+7000

This sort of restructure has been on the idea list in the back of my head for 
at least a year if not two, but didn't ever crystlaize enough to do form it in 
to a concrete proposal.
Love the prposed file structure, it was exactly what I had in mind. While it is 
verbose of having the path in src and test I like it as it makes it clear what 
the test is covering, or the inverse, if I'm looking at src/a/b.py, I know to 
expect the tests in tests/a/test_b.py. Personal preference and I wouldn't 
object if people felt strongly about reducing the depth in test.
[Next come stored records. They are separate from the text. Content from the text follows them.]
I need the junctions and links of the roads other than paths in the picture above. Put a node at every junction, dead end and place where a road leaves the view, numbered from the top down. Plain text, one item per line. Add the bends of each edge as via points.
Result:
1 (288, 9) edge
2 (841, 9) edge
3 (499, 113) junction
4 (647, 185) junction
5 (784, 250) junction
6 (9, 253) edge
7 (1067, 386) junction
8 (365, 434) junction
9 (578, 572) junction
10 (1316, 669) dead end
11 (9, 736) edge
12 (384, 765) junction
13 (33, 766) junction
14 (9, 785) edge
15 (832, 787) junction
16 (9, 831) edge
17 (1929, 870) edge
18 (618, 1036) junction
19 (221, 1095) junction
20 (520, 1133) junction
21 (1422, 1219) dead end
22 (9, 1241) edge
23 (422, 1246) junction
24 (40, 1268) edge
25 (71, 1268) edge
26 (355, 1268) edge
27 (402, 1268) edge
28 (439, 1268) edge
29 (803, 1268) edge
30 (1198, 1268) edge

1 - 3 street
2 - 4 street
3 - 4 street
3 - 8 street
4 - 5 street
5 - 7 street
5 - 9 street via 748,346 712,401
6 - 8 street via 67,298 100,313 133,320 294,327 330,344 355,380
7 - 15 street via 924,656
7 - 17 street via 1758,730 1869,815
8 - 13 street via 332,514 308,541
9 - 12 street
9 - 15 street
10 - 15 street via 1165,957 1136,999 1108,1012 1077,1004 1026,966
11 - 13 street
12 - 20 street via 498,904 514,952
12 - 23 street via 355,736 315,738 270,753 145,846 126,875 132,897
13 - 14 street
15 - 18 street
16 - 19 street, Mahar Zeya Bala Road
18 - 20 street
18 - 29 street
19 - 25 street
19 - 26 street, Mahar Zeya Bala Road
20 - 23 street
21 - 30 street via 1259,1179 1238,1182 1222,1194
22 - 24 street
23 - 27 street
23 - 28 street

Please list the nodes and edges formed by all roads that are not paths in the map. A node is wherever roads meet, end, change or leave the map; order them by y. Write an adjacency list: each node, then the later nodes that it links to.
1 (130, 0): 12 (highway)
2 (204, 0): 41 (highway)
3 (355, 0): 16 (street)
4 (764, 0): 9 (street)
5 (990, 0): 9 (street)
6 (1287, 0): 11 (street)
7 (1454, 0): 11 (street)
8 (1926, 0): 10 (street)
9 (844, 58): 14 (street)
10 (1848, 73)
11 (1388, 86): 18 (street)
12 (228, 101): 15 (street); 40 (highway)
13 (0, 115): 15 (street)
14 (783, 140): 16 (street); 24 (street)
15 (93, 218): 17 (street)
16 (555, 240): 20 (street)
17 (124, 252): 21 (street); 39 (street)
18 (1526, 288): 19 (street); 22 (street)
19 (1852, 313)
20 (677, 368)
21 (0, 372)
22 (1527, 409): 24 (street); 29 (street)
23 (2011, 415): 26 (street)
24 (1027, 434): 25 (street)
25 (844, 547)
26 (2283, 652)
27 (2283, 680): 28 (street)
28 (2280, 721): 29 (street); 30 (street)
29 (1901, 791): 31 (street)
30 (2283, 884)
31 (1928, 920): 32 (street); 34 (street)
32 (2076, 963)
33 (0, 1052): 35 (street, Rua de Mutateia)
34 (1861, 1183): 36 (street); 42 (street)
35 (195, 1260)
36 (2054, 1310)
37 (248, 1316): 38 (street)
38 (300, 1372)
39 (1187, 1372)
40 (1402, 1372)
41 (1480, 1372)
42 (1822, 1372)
As for choice of builder one thing I have seen mentioned is 
https://pypi.org/project/hatch/ and 
https://pypi.org/project/hatch-fancy-pypi-readme/ as a nice sweetener to go 
with that. I have not used hatch or flit myself. (I have used Poetry, and while 
I like it I don't think it would be right for Airflow as it doesn't match some 
of our expectations.)
AIP or not I don't actually mind on this one. It's a big change in terms of 
files, but not that big in terms of code or architecture of Airflow as a 
system. I think I lean slightly towards vote but no AIP needed.
-ash
On Dec 14 2022, at 11:46 am, Jarek Potiuk <ja...@potiuk.com> wrote:
> Hey Denis,
>
> > tests/providers/airbyte/hooks
> > tests/providers/airbyte/operators
> > tests/providers/airbyte/sensors
>
> > tests/providers/airbyte/system
> > tests/providers/airbyte/transfers
>
> Yes. It could be done like that - but it would require merging some packages 
> (there are for example already "system" packages for amazon and google to 
> keep "utils" there.
>
> I might attempt to see if this is possible to merge, but this might also be 
> problematic. I want to be able to get the automation in place to make the 
> migration fully automated - so that there is no manual interventions. This 
> will allow people to review the changes, and we can test development 
> environment integration and then re-apply the changes automatically while 
> rebasing.
>
> This change is disruptive enough and if we try to "manipulate" with the files 
> moving around too much, it might be too problematic to keep PR merged while 
> reviewing it and making sure the CI is fixed and development environment 
> works - this will take weeks to get right or even months I am afraid, with 
> some experimentation and trying different approaches. As you mentioned - this 
> is an early POC and there is still plenty of work to do on that one. If we 
> find that we cannot do it in this big change, then we can always split it to 
> a separate steps. While we will have all the providers still in the same 
> repository, we can still make "moving system tests" a separate follow-up PR 
> which will be far less disruptive.
>
> Hey Everyone.
>
> I also think that one deserves an AIP - just the lenght of my email indicates 
> it. I would turn my long email into one if you think it is a good idea, this 
> way we can keep it up-to-date and explain whatever we can come up with. I 
> have a feeling we will get a few "u-turns" while we try different aspects of 
> such separation.
>
> WDYT?
>
> J.
>
>
>
> On Tue, Dec 13, 2022 at 3:54 AM Ferruzzi, Dennis 
> <ferru...@amazon.com.invalid> wrote:
> > > Somehow what you wanted to add here was lost so I am not sure what the 
> > > proposal is :).
> >
> >
> > Gah, I knew I should have explained it as well. I was basically suggesting 
> > move the system tests for a given provider into that provider's tests 
> > module, alongside hooks, operators, sensors, etc:
> >
> > tests/providers/airbyte/hooks
> > tests/providers/airbyte/operators
> > tests/providers/airbyte/sensors
> >
> > tests/providers/airbyte/system
> > tests/providers/airbyte/transfers
> >
> >
> >
> >
> >
> > From: Jarek Potiuk <ja...@potiuk.com (mailto:ja...@potiuk.com)>
> > Sent: Monday, December 12, 2022 5:48 PM
> > To: dev@airflow.apache.org (mailto:dev@airflow.apache.org)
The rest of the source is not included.